Caballero & Jeanjass – High & Fines herbes – la saison 5
Distribué par Double Hélice Otoro. Le 21 mars l’Ancienne Belgique.
La cote de Focus : 3/5
C’est un scénario désormais bien rodé. Au lendemain de la diffusion sur YouTube du dernier épisode de High & Fines herbes, Caballero et JeanJass ont sorti la mixtape associée. Pas vraiment une B.O. mais la musique créée spécialement pour (et pendant) la cinquième saison d’un show rap devenu culte. Croisement entre Top Chef, Les Recettes pompettes et Les Marseillais, High & Fines herbes est non seulement l’un des divertissements les plus drôles du Net, il est aussi devenu une véritable success story pour ses deux pilotes –jusqu’à remplir des Zénith.
Alors que l’association Double Hélice qui les a fait connaître auprès du grand public reste toujours en veille (mais en enchaînant les albums solo et à deux, sous la franchise ZushiBoyz), les deux chefs coqs bruxellois ont à nouveau concocté un menu pléthorique. Avec, à la production, une majorité de morceaux signés du collectif Légendes Industries (mais aussi Krisy, Dee Eye, JeanJass). Derrière le micro, ça se bouscule. Les invités sont en effet venus d’un peu partout. Y compris une grosse délégation québécoise (Le Roi Heenok of course, Enima, ZorroSlice) et Adèle Castillon et Kay The Prodigy pour assurer (quand même) une présence féminine.

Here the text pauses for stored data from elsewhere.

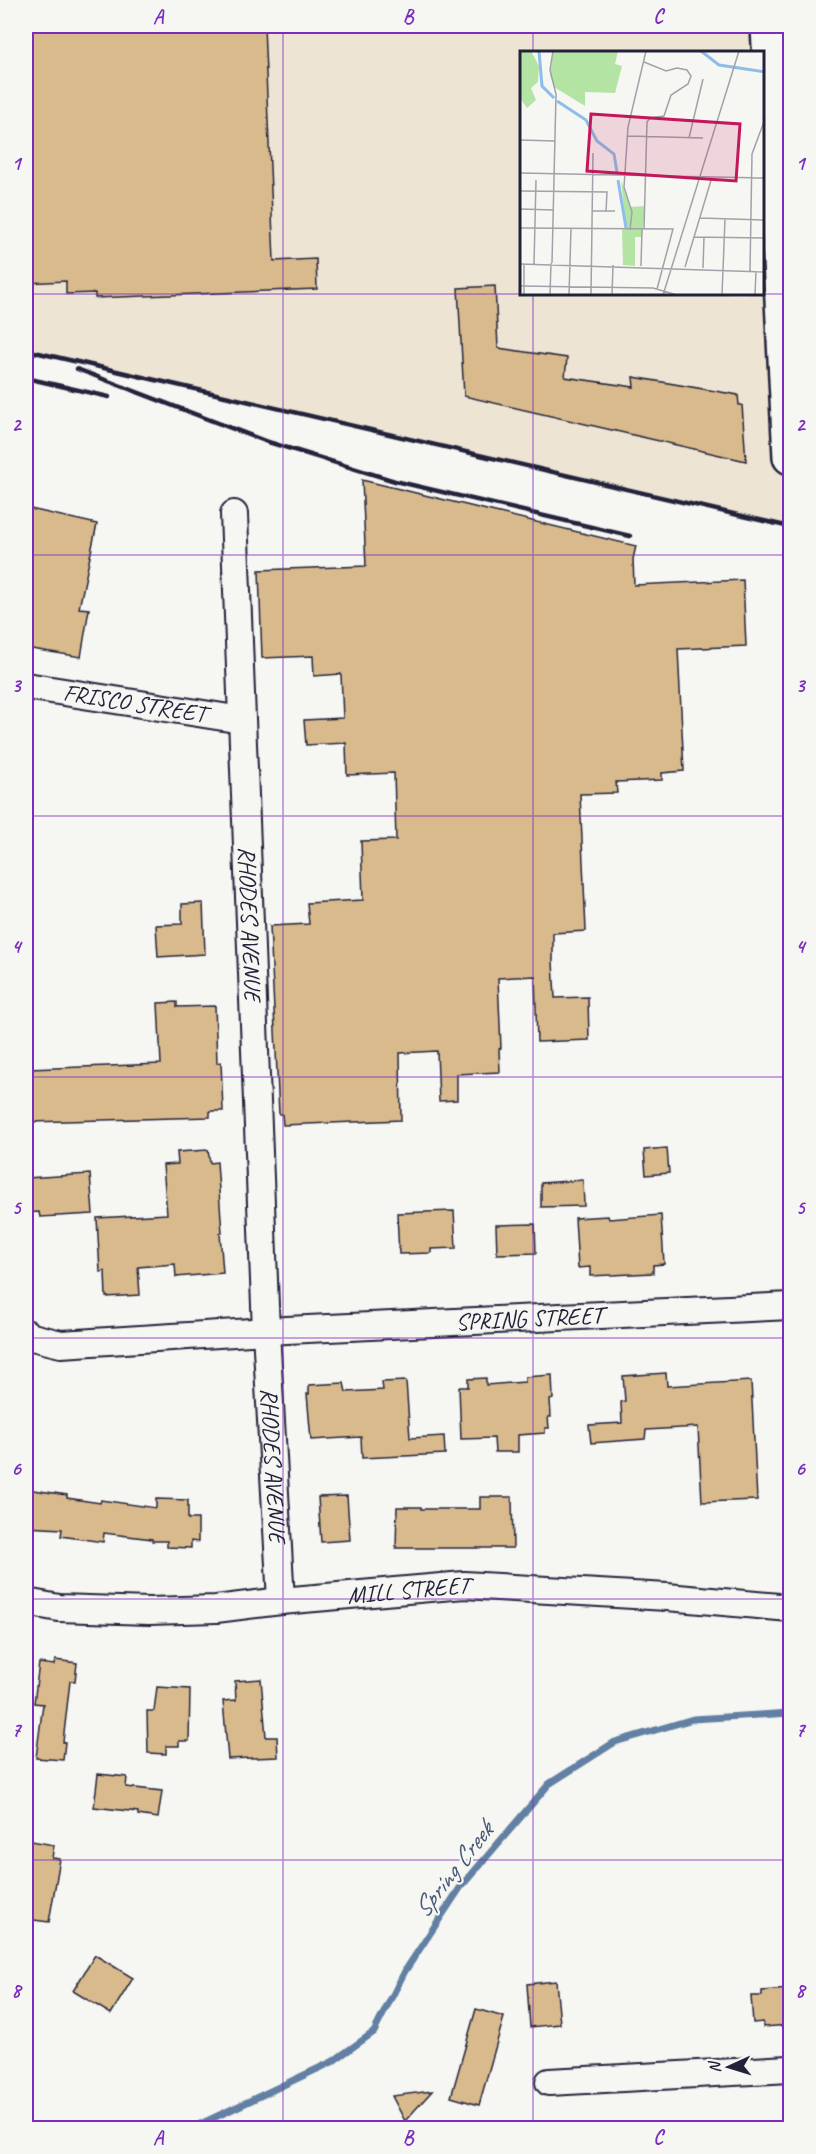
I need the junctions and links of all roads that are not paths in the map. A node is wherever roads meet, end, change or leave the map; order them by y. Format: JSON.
{"nodes":[{"id":1,"x":768,"y":26,"type":"edge"},
{"id":2,"x":788,"y":358,"type":"edge"},
{"id":3,"x":790,"y":457,"type":"edge"},
{"id":4,"x":234,"y":514,"type":"dead end"},
{"id":5,"x":26,"y":686,"type":"edge"},
{"id":6,"x":242,"y":720,"type":"junction"},
{"id":7,"x":790,"y":1306,"type":"edge"},
{"id":8,"x":266,"y":1331,"type":"junction"},
{"id":9,"x":26,"y":1333,"type":"edge"},
{"id":10,"x":281,"y":1601,"type":"junction"},
{"id":11,"x":26,"y":1602,"type":"edge"},
{"id":12,"x":790,"y":1608,"type":"edge"},
{"id":13,"x":790,"y":2069,"type":"edge"},
{"id":14,"x":549,"y":2082,"type":"dead end"}],
"edges":[{"from":1,"to":2,"type":"main road"},
{"from":2,"to":3,"type":"main road"},
{"from":4,"to":6,"type":"street","name":"RHODES AVENUE"},
{"from":5,"to":6,"type":"street","name":"FRISCO STREET"},
{"from":6,"to":8,"type":"street","name":"RHODES AVENUE"},
{"from":7,"to":8,"type":"street","name":"SPRING STREET"},
{"from":8,"to":9,"type":"street"},
{"from":8,"to":10,"type":"street","name":"RHODES AVENUE"},
{"from":10,"to":11,"type":"street","name":"MILL STREET"},
{"from":10,"to":12,"type":"street","name":"MILL STREET"},
{"from":13,"to":14,"type":"street"}]}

Raccord au format plus libre de la mixtape, ce cinquième volume part forcément un peu dans tous les sens. Bordélique, mais pas forcément fumeux. Outre le g-funk du single d’ouverture, l’un des grosses pièces du disque est par exemple Kilogrammes. Sept minutes où les gaillards se «passent-passent le oinj» sur un beat chelou tournant au ralenti –Stavo dans son élément, ElGrandeToto génialement angoissant. Par la force des choses, les métaphores autour de la fumette ne manquent pas. Mais la mixtape n’est pas monothématique pour autant. D’ailleurs, si le second (voire le troisième, sinon le quatrième) degré reste la ligne éditoriale principale du webshow, la musique, elle, s’écarte plus volontiers de la gaudriole. A l’instar par exemple d’un titre comme Panorama (avec Yamê) ou Sac plastique avec thahomey, Kay The Prodigy, la légende Oxmo Puccino et Ben PLG (qui ose «Y a plus de numéros 10 comme Scifo»).